530 millions d'euros d'amende : TikTok rattrapé par la régulation européenne des données

530 millions d'euros d'amende : TikTok rattrapé par la régulation européenne des données Le traitement réservé aux données des utilisateurs européens par la maison mère ByteDance soulève des inquiétudes croissantes à Bruxelles comme à Washington.

TikTok a été condamné le 2 mai 2025 à une amende de 530 millions d'euros par le régulateur irlandais, pour non-respect du règlement européen sur la protection des données. La plateforme chinoise dispose de six mois pour se mettre en conformité.

Une infraction au RGPD liée à l'accès aux données depuis la Chine

L'amende a été infligée par la Commission irlandaise de protection des données (Data Protection Commission), autorité compétente dans le cadre du guichet unique européen, en raison du siège européen de TikTok situé en Irlande. Selon Graham Doyle, commissaire adjoint de la DPC, l'entreprise n'a pas su garantir que les données personnelles des utilisateurs européens, accessibles depuis la Chine par des salariés de sa maison mère ByteDance, bénéficiaient d'un niveau de protection équivalent à celui de l'Union européenne.

TikTok a reconnu, au cours de l'enquête, que certaines données européennes avaient été stockées temporairement en Chine en février 2025, évoquant un "problème technique" depuis résolu, selon BFM TV. L'entreprise avait déjà confirmé en 2022 que ses équipes basées en Chine pouvaient consulter certaines données personnelles à distance, notamment pour des opérations de maintenance et d'analyse algorithmique.

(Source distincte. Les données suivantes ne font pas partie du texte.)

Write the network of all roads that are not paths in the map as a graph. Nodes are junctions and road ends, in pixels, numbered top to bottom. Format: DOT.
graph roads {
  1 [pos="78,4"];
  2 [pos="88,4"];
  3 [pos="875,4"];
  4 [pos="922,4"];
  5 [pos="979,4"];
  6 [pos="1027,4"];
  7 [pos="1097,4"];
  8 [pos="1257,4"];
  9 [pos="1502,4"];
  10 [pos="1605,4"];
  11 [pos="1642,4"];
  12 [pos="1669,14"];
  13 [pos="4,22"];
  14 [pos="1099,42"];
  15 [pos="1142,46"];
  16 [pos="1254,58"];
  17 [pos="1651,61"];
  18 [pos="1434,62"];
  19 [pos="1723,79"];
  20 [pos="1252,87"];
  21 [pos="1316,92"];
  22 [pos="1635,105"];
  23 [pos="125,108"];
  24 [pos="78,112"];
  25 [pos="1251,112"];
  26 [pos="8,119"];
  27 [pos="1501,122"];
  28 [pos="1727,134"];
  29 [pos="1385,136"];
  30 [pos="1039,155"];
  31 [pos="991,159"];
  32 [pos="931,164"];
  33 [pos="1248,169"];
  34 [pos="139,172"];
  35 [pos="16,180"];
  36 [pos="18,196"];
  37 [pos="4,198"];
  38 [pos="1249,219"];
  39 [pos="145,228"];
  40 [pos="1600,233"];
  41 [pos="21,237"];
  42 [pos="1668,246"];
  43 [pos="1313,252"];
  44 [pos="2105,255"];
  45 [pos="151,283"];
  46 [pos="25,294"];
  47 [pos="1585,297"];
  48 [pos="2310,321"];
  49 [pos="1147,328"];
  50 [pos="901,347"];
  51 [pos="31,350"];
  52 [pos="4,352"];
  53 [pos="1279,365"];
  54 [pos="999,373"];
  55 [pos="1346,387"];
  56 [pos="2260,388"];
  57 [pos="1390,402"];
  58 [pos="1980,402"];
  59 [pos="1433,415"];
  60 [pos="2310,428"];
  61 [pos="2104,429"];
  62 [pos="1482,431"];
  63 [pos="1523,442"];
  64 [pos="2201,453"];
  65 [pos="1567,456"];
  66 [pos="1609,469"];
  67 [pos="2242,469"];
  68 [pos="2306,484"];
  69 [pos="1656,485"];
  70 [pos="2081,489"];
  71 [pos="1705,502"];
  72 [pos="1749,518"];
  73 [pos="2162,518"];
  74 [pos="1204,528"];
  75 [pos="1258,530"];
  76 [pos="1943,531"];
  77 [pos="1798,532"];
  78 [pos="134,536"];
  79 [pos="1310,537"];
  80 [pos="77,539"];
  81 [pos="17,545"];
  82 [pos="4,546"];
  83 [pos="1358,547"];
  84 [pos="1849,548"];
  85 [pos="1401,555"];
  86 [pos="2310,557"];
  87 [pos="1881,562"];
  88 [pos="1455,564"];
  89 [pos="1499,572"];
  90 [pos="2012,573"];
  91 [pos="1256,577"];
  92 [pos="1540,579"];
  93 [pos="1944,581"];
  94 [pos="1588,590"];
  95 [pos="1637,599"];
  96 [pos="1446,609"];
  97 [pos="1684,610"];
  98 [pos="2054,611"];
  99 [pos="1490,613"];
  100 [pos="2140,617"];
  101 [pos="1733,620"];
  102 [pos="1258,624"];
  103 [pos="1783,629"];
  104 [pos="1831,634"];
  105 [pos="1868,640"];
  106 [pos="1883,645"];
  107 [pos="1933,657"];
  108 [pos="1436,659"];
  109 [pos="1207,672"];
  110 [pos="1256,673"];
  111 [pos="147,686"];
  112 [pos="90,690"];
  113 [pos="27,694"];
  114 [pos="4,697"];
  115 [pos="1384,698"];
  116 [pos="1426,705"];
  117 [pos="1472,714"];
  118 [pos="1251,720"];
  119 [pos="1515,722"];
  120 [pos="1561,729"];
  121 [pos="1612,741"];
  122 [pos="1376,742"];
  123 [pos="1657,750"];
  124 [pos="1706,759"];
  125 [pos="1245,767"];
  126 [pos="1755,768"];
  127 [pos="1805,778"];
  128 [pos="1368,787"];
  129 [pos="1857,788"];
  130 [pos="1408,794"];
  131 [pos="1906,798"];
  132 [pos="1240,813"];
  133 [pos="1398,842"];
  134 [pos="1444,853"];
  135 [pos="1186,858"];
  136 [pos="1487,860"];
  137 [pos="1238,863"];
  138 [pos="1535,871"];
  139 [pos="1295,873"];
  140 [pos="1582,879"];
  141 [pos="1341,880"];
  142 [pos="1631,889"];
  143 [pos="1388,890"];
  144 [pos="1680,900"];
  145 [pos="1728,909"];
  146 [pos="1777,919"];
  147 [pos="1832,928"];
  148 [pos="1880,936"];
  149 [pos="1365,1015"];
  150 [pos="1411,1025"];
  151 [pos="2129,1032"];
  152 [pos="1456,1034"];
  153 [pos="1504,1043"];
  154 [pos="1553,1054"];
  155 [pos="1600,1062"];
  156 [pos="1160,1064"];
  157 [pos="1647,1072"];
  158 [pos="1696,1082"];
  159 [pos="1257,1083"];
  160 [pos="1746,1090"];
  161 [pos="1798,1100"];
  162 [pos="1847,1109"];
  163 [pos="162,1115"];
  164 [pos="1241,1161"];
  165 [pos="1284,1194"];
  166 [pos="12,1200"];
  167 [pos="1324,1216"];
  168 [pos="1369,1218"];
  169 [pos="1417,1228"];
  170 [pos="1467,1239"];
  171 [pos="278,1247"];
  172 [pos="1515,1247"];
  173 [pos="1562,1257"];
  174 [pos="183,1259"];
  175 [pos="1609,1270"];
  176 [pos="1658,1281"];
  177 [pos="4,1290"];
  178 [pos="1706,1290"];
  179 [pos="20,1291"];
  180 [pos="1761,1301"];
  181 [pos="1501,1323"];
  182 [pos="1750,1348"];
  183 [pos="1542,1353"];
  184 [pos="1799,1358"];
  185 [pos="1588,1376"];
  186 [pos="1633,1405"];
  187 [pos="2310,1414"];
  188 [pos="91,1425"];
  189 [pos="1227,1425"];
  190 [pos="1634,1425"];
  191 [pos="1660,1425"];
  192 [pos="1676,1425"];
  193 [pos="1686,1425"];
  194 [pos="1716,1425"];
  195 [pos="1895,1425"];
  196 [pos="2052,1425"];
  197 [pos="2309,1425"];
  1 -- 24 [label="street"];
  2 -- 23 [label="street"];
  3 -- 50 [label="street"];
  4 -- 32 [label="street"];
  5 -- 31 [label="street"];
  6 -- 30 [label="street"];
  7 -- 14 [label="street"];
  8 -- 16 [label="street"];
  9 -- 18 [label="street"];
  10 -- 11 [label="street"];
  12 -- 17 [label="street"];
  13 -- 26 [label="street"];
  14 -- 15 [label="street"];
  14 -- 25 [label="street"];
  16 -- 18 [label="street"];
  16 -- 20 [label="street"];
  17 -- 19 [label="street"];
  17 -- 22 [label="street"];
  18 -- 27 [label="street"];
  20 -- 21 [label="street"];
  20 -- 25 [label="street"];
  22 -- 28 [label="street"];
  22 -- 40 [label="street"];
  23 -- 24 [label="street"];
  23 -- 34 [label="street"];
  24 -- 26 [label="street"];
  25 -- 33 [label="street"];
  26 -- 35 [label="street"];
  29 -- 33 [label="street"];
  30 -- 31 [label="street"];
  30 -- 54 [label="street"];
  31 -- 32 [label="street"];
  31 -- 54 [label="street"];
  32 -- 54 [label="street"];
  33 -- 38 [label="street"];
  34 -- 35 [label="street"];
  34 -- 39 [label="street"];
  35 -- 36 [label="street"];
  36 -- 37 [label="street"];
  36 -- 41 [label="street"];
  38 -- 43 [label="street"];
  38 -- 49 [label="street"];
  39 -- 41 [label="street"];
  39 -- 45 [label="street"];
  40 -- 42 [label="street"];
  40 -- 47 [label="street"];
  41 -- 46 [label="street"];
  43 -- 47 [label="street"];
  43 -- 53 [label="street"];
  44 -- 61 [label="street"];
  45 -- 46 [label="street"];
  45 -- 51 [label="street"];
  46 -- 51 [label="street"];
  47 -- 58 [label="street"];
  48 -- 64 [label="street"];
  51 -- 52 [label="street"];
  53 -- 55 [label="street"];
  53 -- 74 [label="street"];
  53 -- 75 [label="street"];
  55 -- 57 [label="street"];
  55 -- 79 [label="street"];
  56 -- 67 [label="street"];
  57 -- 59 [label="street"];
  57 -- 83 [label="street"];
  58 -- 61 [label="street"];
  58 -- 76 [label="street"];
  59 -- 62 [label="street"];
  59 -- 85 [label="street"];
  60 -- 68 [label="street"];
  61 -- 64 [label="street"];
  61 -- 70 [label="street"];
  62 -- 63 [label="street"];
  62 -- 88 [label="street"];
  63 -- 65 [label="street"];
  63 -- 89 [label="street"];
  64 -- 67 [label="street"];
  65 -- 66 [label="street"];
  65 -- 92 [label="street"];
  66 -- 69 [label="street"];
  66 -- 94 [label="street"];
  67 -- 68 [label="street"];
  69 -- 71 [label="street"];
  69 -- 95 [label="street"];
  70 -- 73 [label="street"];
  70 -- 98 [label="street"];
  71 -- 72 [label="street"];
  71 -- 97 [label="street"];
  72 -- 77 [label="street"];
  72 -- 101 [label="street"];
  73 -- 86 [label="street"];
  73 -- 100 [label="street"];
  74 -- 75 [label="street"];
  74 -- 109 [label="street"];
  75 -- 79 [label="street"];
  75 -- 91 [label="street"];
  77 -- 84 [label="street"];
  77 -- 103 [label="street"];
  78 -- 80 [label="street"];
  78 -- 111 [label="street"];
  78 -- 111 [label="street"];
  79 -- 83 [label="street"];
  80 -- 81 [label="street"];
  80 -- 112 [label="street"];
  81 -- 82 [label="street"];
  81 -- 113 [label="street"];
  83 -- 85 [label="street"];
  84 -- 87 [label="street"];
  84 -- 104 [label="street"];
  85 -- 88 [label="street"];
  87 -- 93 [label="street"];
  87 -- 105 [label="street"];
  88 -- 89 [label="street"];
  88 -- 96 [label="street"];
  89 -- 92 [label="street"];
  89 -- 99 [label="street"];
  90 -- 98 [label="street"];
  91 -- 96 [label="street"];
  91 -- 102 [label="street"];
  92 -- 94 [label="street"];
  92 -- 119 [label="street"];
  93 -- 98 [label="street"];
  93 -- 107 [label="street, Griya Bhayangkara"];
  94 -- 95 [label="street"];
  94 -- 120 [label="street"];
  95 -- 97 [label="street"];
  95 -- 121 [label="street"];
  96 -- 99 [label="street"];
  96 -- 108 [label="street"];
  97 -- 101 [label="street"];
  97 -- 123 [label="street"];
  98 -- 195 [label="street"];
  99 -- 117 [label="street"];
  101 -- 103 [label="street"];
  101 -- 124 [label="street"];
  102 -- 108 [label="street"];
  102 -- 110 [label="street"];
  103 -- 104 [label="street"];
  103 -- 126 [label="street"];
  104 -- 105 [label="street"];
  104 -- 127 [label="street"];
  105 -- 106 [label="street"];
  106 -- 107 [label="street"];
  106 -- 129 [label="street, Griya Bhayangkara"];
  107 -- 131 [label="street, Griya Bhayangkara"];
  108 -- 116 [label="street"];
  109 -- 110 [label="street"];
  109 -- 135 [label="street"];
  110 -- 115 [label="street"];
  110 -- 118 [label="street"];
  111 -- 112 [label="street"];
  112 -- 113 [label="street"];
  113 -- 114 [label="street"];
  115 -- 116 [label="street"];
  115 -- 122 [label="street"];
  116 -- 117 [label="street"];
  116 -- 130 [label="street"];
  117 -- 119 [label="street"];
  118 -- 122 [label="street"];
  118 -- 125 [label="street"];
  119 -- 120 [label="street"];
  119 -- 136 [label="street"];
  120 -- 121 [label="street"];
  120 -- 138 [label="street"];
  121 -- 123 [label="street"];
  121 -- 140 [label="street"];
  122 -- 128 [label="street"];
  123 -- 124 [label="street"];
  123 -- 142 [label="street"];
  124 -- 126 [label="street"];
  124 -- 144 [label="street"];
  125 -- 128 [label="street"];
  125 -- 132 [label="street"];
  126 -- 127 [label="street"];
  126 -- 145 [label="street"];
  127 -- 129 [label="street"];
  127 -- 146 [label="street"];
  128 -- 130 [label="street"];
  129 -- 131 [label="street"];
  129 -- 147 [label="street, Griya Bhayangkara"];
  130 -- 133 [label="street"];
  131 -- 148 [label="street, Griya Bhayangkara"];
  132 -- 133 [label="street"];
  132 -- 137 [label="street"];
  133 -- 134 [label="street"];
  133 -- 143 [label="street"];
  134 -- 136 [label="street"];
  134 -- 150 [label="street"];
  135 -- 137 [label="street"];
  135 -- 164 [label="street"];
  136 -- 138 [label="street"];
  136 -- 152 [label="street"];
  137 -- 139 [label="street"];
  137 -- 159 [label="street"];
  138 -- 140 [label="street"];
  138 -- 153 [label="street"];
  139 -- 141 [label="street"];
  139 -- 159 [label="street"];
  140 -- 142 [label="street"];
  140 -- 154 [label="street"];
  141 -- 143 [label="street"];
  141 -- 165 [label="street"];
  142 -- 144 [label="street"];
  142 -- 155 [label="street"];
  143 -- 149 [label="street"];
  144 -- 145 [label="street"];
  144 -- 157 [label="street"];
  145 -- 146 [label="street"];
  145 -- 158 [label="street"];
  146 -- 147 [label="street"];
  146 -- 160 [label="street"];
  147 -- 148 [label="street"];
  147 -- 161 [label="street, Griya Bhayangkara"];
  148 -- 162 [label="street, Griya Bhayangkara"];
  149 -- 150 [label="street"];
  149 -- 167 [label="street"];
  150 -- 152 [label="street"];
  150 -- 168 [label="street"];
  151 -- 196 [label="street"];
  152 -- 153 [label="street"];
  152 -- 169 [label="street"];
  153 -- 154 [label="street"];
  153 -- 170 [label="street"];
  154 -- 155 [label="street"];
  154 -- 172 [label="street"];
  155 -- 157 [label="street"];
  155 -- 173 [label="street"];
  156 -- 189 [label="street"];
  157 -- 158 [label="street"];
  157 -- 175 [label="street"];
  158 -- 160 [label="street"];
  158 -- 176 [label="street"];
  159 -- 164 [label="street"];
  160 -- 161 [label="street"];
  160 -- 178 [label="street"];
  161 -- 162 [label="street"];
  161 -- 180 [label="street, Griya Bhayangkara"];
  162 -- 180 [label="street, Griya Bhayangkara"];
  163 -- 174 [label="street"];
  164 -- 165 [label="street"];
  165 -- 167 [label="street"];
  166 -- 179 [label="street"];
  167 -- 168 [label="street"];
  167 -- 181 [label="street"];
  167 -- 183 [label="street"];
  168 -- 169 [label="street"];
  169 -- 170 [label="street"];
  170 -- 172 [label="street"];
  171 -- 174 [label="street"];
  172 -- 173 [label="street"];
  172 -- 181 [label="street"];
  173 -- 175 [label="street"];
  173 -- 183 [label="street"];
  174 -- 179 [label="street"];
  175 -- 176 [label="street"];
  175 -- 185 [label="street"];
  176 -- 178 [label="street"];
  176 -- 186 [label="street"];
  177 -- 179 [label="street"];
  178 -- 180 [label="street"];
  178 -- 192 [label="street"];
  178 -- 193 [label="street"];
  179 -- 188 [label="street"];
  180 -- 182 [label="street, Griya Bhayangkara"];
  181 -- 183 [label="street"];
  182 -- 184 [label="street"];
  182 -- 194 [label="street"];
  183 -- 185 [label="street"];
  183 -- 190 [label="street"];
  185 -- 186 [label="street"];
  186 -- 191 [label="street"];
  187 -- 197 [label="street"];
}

Le réseau social affirme cependant n'avoir jamais reçu ni transmis de données d'utilisateurs européens aux autorités chinoises. Il met en avant son programme Clover, lancé en 2023, qui prévoit un investissement de 12 milliards d'euros sur dix ans pour stocker les données localement en Irlande et en Norvège.

Un manque de transparence sur les transferts de données

La DPC reproche également à TikTok de ne pas avoir informé clairement ses utilisateurs, entre 2020 et 2022, des destinations de transfert de leurs données, ni du fait qu'elles pouvaient être consultées depuis la Chine. Cette infraction spécifique est à l'origine de 45 millions d'euros sur le montant total de l'amende.

La décision irlandaise s'inscrit dans un contexte où les craintes concernant l'accès potentiel des autorités chinoises aux données numériques sont régulièrement soulevées. Comme le rappelle Le Monde, la DPC considère que TikTok n'a pas été en mesure de fournir des garanties contre une consultation des données par les autorités chinoises, permise par les lois nationales chinoises sur l'antiterrorisme et le contre-espionnage. La plateforme a reconnu elle-même que ces lois s'écartaient sensiblement des standards européens.

TikTok a confirmé que ses équipes techniques en Chine avaient, dans certains cas, accès aux données européennes afin d'assurer le bon fonctionnement des systèmes. L'entreprise maintient que ces pratiques ne constituent pas une violation du RGPD, et a annoncé son intention de faire appel de la sanction.

Un cas emblématique dans la régulation numérique européenne

D'après Les Échos, cette amende porte à 875 millions d'euros le total des sanctions prononcées à l'encontre de TikTok pour non-conformité au RGPD, après une précédente amende de 345 millions d'euros en 2023 liée à la gestion des données des mineurs. La décision de la DPC représente la troisième sanction la plus élevée jamais infligée par une autorité européenne de protection des données, après celles prononcées contre Meta.

Au-delà du volet juridique, cette affaire alimente les tensions entre Bruxelles et Pékin. Politico voit dans cette décision un tournant dans les relations entre l'Union européenne et la Chine, sur fond de surveillance accrue des technologies venues d'Asie. L'UE a par ailleurs engagé d'autres procédures à l'encontre de TikTok, notamment autour de la protection des mineurs et de la transparence des algorithmes.

Aux États-Unis, une loi votée en 2024 impose à ByteDance de céder TikTok à un opérateur américain, sous peine d'interdiction. La Maison Blanche a fixé la date butoir au 19 juin 2025.